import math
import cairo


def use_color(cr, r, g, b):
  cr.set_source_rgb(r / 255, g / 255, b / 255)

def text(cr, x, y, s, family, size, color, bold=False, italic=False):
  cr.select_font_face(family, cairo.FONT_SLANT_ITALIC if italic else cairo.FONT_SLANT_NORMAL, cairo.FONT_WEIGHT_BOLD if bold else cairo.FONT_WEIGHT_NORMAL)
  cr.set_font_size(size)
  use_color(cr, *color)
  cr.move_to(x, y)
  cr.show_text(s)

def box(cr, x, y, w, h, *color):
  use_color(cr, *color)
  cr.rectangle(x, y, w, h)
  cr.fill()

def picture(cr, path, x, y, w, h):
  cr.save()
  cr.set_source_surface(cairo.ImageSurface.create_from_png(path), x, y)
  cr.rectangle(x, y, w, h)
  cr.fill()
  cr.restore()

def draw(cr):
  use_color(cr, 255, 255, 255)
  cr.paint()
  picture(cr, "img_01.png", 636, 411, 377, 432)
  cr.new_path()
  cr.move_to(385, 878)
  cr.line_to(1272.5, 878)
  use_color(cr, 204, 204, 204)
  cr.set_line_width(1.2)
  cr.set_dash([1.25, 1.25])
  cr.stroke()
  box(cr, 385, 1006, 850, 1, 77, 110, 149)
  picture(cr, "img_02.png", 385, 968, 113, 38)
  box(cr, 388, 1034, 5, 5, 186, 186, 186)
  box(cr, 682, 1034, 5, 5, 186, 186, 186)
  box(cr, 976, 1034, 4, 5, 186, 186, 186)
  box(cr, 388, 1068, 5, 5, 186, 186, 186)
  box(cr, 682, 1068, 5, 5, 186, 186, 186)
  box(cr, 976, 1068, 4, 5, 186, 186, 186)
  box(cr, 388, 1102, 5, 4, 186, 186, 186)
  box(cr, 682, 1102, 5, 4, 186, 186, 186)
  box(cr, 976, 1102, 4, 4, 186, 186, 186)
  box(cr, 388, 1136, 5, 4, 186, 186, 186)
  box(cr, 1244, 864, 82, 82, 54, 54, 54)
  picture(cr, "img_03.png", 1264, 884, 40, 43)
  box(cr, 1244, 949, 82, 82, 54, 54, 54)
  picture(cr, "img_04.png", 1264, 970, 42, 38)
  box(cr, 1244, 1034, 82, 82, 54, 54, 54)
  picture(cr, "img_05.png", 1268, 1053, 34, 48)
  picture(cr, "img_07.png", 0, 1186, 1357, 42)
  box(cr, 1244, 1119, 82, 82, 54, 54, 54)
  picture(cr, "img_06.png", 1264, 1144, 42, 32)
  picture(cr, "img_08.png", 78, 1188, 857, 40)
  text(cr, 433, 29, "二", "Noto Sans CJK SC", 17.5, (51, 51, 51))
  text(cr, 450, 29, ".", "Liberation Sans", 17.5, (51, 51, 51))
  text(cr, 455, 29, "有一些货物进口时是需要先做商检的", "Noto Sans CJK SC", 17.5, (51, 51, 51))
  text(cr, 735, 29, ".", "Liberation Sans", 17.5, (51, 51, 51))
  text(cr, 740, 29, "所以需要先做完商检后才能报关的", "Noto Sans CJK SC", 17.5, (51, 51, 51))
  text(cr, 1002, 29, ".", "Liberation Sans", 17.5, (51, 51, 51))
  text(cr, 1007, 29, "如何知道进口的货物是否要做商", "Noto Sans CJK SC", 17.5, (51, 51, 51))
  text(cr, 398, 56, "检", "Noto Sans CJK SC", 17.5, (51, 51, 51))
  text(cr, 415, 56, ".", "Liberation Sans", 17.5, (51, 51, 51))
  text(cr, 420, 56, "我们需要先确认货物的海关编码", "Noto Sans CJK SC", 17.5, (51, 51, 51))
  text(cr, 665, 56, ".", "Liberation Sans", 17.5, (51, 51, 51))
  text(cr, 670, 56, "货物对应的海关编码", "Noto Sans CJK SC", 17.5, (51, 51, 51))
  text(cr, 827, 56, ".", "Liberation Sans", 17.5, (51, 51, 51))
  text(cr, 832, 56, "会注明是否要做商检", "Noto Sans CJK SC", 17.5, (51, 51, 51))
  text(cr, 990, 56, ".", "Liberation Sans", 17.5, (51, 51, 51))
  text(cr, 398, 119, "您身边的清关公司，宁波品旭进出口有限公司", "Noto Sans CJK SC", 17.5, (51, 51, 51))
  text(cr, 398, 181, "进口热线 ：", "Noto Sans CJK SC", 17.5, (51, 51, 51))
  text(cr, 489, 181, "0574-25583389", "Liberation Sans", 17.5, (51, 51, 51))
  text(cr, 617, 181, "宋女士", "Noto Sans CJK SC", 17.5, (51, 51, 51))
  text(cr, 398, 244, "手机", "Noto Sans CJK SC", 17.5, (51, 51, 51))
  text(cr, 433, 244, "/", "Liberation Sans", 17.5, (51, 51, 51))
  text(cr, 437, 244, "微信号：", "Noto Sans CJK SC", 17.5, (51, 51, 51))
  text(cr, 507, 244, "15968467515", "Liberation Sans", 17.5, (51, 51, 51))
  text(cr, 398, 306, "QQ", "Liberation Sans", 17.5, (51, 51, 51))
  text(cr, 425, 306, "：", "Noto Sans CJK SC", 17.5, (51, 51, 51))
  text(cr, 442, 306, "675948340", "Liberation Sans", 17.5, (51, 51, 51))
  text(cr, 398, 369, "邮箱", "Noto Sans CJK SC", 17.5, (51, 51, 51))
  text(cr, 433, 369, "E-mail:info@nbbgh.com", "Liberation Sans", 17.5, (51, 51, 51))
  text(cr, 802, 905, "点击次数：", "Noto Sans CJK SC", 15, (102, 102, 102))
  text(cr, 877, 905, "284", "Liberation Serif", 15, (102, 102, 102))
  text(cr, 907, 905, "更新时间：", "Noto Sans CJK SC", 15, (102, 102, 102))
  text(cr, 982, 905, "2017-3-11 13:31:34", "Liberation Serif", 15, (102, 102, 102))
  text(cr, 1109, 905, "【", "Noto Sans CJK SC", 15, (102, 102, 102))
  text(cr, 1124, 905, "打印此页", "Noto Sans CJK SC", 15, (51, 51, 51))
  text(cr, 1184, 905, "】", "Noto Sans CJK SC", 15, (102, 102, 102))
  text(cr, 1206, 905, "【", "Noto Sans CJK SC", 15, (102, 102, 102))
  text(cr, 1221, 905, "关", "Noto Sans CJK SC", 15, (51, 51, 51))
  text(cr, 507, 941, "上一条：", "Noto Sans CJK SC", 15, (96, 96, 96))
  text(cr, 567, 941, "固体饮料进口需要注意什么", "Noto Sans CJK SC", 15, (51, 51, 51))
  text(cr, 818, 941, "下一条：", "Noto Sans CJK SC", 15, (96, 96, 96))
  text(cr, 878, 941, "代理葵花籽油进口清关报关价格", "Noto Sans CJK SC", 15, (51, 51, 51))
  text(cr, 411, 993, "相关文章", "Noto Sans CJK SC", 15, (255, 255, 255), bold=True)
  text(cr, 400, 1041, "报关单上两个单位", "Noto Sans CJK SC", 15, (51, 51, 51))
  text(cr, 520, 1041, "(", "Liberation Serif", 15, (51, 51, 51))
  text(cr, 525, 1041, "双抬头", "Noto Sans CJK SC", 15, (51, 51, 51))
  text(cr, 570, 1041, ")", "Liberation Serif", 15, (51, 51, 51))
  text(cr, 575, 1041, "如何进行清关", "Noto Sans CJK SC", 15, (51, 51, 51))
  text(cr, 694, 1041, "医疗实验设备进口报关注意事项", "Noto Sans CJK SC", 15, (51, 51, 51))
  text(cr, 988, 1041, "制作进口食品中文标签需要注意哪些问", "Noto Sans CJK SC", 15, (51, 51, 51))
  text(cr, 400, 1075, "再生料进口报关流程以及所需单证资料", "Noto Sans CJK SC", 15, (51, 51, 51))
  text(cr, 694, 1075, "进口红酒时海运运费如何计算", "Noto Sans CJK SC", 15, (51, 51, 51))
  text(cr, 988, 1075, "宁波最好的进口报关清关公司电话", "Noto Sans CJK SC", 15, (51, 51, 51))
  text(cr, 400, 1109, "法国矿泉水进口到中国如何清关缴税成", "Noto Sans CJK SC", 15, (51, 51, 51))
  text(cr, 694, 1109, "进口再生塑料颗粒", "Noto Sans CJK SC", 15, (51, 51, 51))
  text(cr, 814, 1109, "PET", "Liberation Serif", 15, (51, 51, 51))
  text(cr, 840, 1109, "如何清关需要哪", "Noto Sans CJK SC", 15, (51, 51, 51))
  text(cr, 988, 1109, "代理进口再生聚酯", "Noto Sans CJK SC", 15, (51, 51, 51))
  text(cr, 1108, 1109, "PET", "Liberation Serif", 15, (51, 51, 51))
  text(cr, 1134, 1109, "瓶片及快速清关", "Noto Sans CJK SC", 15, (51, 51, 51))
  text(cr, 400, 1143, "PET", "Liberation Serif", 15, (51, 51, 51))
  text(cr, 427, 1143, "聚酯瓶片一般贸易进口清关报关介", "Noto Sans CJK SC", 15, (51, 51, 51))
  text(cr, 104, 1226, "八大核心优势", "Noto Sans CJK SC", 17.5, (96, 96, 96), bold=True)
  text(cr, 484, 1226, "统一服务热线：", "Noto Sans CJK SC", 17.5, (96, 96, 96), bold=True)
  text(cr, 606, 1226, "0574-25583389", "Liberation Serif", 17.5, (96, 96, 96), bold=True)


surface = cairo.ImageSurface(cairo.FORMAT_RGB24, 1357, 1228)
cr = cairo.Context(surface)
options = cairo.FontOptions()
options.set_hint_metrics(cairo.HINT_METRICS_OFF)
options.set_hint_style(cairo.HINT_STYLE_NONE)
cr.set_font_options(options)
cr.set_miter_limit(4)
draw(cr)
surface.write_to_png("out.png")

▶ TASK TO COMPLETE:
Among the entries above, copy exactly only the lines starting with the one containing "cr.line_to(1272.5, 878)" and going through the one containing "box(cr, 976, 1034, 4, 5, 186, 186, 186)", both ends included.

▶ SOLUTION FOR THIS EXERCISE:
  cr.line_to(1272.5, 878)
  use_color(cr, 204, 204, 204)
  cr.set_line_width(1.2)
  cr.set_dash([1.25, 1.25])
  cr.stroke()
  box(cr, 385, 1006, 850, 1, 77, 110, 149)
  picture(cr, "img_02.png", 385, 968, 113, 38)
  box(cr, 388, 1034, 5, 5, 186, 186, 186)
  box(cr, 682, 1034, 5, 5, 186, 186, 186)
  box(cr, 976, 1034, 4, 5, 186, 186, 186)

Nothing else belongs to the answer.